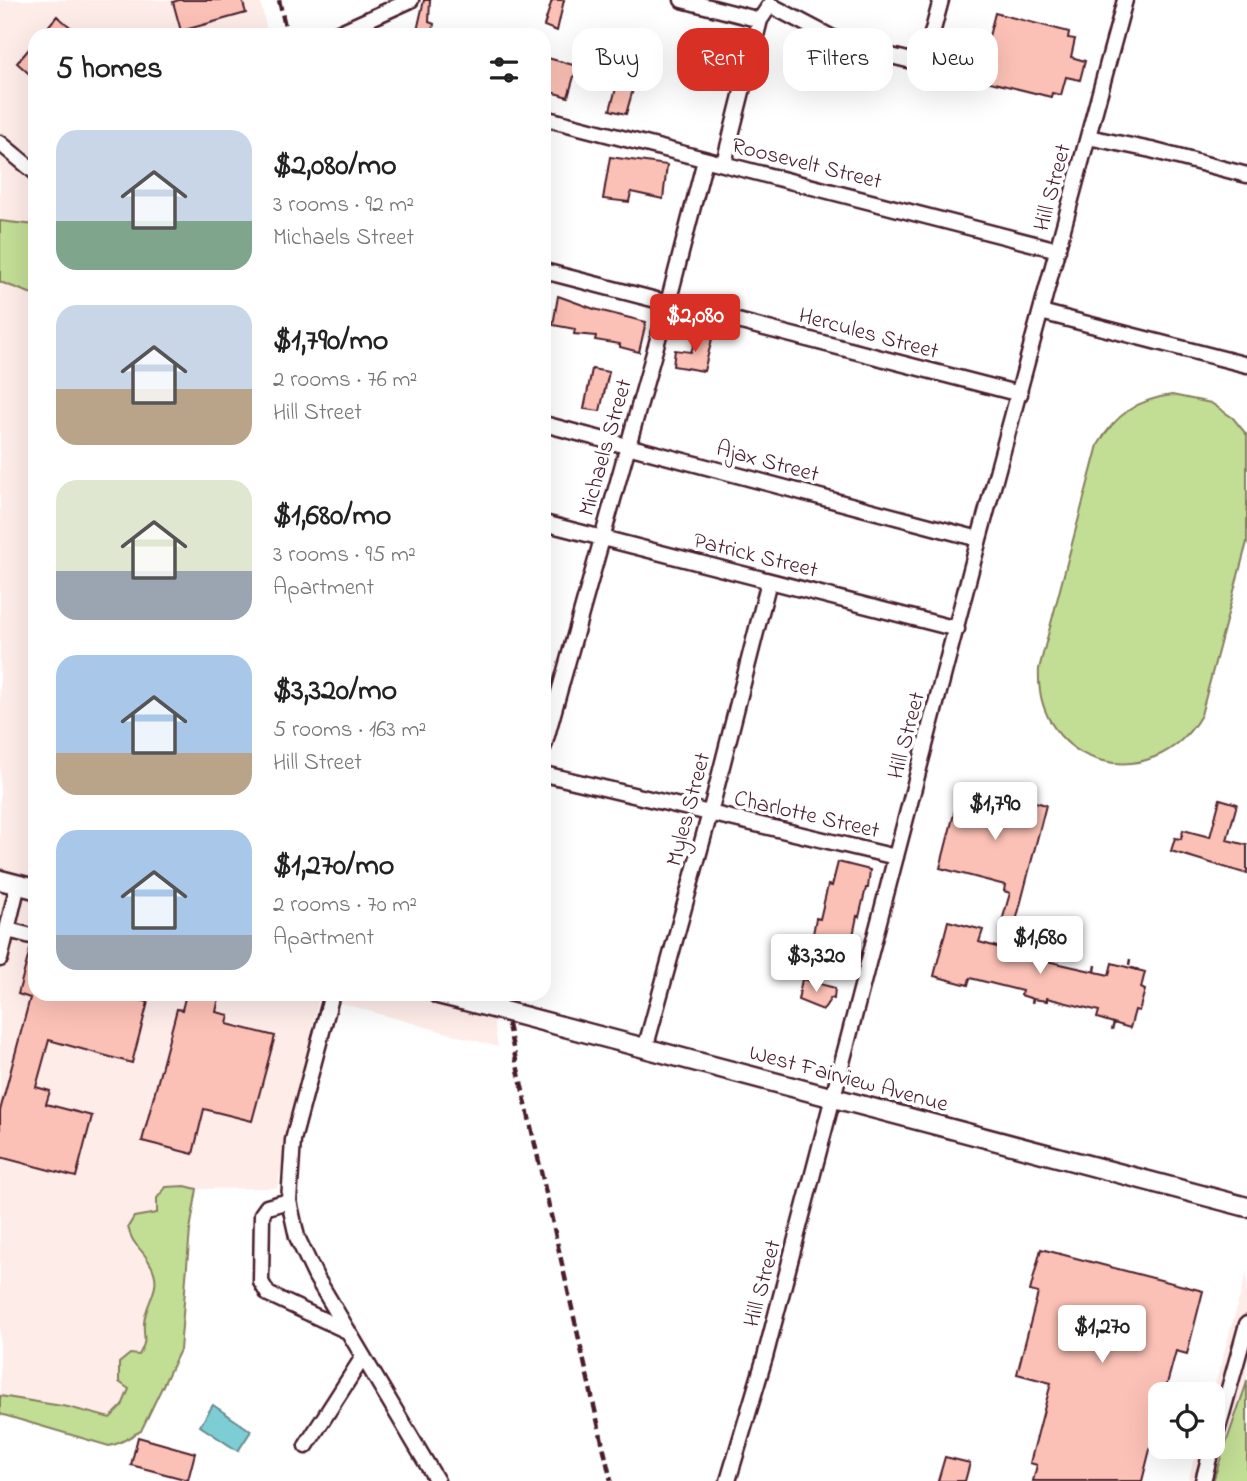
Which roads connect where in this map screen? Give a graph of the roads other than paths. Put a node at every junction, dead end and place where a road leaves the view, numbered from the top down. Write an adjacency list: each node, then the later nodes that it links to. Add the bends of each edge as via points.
1 (411, 0): 6 (street)
2 (682, 0): 7 (street)
3 (941, 0): 5 (street, via 920,63 846,45)
4 (1125, 0): 10 (street, Hill Street)
5 (768, 2): 7 (street)
6 (387, 4): 8 (street)
7 (760, 20): 13 (street)
8 (346, 28)
9 (551, 120): 12 (street, Roosevelt Street)
10 (1088, 137): 15 (street); 16 (street, Hill Street)
11 (0, 143): 14 (street)
12 (705, 160): 13 (street, Roosevelt Street); 18 (street, Michaels Street)
13 (724, 163): 16 (street, Roosevelt Street)
14 (28, 166)
15 (1247, 175)
16 (1058, 250): 19 (street, Hill Street)
17 (551, 273): 18 (street, Hercules Street)
18 (668, 303): 21 (street, Hercules Street); 23 (street, Michaels Street)
19 (1041, 312): 20 (street); 21 (street, Hill Street)
20 (1247, 365)
21 (1020, 394): 26 (street, Hill Street)
22 (551, 426): 23 (street, Ajax Street)
23 (628, 446): 25 (street, Michaels Street); 26 (street, Ajax Street)
24 (551, 525): 25 (street, Patrick Street)
25 (603, 538): 27 (street, Patrick Street); 29 (street, Michaels Street)
26 (979, 539): 28 (street, Hill Street)
27 (769, 580): 28 (street, Patrick Street); 31 (street, Myles Street)
28 (957, 629): 32 (street, Hill Street)
29 (551, 721)
30 (551, 776): 31 (street, Charlotte Street)
31 (710, 813): 32 (street, Charlotte Street); 40 (street, Myles Street)
32 (896, 857): 41 (street, Hill Street)
33 (0, 880): 34 (main road)
34 (27, 887): 35 (street)
35 (8, 930): 36 (street); 37 (street)
36 (28, 935)
37 (0, 959)
38 (330, 1001): 42 (street, via 293,1140)
39 (466, 1001): 40 (main road, West Fairview Avenue, bridge)
40 (645, 1049): 41 (main road, West Fairview Avenue)
41 (832, 1098): 43 (main road, West Fairview Avenue); 51 (street, Hill Street)
42 (289, 1202): 45 (street, via 297,1237); 45 (street, via 267,1207 262,1214 261,1282 268,1294)
43 (1247, 1207)
44 (1247, 1324): 47 (street)
45 (347, 1331): 46 (street)
46 (363, 1357): 48 (street); 50 (street)
47 (1225, 1404)
48 (306, 1446)
49 (1209, 1459): 52 (street)
50 (436, 1481)
51 (728, 1481)
52 (1203, 1481)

*-*-*

_EXERCISE DIRECTIONS:_ In the material above, find the lines that contain "Patrick" and show them.

_RESULT:_
24 (551, 525): 25 (street, Patrick Street)
25 (603, 538): 27 (street, Patrick Street); 29 (street, Michaels Street)
27 (769, 580): 28 (street, Patrick Street); 31 (street, Myles Street)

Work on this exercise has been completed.